Der erste Band der Erfinderserie läßt bereits erkennen,das aus der Reihe mehrere Hefte ausgegliedert wurden. Da diese, die die Weltraumreise der Digedags mit einer neonischen Expedition schildern und die Entwicklung des Lebens verfolgen, nicht als Sammelbände, sondern nur als teure Einzelhefte erhältlich sind, ist klar, daß dem Verlag weniger an einer plausiblen Neuzusammenstellung als am Gewinn gelegen war. Auf Mosaik 35, „Die große Flugschau", folgen hier also die Hefte 45-47 ("Ziolkowski weist den Weg", „Erfindungen nicht gefragt" und „Keine Sklaven für den König"). Das Prinzip der Neuzeichnung der Hefteinbände - kein besonders glücklicher Gedanke - wird hier zum Teil weiter betrieben.

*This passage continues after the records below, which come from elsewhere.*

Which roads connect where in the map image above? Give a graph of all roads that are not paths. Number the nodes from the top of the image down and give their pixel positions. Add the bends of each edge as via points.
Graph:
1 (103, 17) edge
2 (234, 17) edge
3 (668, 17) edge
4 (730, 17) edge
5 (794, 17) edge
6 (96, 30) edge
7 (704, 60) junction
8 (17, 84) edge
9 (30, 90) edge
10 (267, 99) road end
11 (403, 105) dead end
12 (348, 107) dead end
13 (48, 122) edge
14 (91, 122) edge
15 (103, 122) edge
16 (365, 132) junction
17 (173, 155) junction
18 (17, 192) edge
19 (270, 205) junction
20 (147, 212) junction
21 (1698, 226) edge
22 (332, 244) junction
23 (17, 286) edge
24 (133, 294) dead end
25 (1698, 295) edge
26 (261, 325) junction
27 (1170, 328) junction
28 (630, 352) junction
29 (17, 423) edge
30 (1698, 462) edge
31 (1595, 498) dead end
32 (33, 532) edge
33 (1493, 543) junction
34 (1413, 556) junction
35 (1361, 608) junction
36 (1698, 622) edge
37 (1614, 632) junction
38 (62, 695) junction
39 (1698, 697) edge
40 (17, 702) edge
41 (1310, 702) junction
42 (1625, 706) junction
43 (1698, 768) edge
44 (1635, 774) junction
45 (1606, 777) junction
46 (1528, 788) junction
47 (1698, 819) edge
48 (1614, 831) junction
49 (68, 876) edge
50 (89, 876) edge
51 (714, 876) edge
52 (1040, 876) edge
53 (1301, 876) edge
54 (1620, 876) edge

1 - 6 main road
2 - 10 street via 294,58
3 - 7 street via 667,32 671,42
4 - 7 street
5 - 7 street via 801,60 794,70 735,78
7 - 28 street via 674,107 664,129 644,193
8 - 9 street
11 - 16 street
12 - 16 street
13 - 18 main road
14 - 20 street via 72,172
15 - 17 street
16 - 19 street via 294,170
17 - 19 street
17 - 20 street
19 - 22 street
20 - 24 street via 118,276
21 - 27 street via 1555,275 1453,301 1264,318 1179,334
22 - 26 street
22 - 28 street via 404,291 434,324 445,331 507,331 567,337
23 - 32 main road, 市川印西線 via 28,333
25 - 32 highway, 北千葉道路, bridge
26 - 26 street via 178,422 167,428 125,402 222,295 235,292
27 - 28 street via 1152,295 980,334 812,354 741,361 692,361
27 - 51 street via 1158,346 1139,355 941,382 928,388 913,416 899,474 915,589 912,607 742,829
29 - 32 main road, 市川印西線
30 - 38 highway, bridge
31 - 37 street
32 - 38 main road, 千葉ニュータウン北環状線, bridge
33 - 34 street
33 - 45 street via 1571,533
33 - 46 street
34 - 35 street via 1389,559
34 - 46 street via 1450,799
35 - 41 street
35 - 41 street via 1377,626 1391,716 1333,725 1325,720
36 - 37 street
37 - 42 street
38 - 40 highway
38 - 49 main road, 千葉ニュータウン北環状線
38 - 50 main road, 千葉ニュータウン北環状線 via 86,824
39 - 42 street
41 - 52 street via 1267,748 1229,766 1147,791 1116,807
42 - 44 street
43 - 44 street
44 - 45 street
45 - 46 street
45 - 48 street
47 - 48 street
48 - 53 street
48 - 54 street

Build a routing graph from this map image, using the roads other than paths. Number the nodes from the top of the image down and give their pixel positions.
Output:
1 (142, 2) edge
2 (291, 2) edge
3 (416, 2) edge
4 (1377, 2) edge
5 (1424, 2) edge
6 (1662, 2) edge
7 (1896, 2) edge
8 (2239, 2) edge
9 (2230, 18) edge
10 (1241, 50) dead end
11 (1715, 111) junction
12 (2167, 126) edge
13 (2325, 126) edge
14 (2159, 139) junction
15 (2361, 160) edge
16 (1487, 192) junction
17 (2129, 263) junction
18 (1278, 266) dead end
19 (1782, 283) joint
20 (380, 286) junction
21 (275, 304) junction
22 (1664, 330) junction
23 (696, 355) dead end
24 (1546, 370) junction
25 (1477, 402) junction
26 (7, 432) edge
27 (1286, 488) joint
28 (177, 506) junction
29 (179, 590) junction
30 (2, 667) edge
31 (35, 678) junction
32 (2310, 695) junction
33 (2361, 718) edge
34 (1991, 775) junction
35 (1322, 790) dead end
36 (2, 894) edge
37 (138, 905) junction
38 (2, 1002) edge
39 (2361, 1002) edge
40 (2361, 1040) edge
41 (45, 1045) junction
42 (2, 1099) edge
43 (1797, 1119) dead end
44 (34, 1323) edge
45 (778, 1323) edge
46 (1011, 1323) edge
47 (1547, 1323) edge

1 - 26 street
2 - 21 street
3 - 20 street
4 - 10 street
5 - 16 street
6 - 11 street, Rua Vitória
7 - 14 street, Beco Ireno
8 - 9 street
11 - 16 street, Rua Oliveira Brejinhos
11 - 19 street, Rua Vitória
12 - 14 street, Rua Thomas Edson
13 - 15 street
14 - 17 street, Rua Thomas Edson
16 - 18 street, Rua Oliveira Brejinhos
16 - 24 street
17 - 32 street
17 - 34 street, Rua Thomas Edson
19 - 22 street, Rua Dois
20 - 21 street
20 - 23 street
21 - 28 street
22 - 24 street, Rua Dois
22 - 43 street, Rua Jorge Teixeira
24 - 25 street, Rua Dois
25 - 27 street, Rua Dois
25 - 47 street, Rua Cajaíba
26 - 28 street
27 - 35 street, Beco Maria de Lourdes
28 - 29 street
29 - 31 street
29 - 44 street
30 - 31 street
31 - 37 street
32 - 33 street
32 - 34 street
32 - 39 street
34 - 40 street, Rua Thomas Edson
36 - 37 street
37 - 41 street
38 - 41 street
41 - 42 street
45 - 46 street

Daß die beiden verbliebenen Digedags nun von Abenteuern erzählen, die sie weit nach ihrer Entführung ins All erlebt haben müßten - mehr als anderthalb Jahrtausende, wiewohl die Entführung noch gar nicht lange zurücklag - tut dem Charme der Serie keinen Abbruch.
Durch Begegnungen mit dem frühen Raketentheoretiker Ziolkowski, mit den Erfindern Heron von Alexandria und Ktesibios im alten Ägypten macht der Leser unkomplizierte Bekanntschaft mit bedeutenden Erfindungen und deren Schöpfern,
insbesondere die Entwicklung der Dampfkraft wird von nun an eine wichtige Rolle in den Mosaiks spielen.
Eigenartigerweise ist die zeichnerische Darstellung in den Folgebänden weit weniger gediegen als noch hier im Band 14 - eine Durststrecke vor dem dann hervorragenden Niveau der letzten Bände.
Wem die alten Originalhefte fehlen, kann also hier noch zuschlagen, muß sich aber an die geänderte Reihenfolge gewöhnen.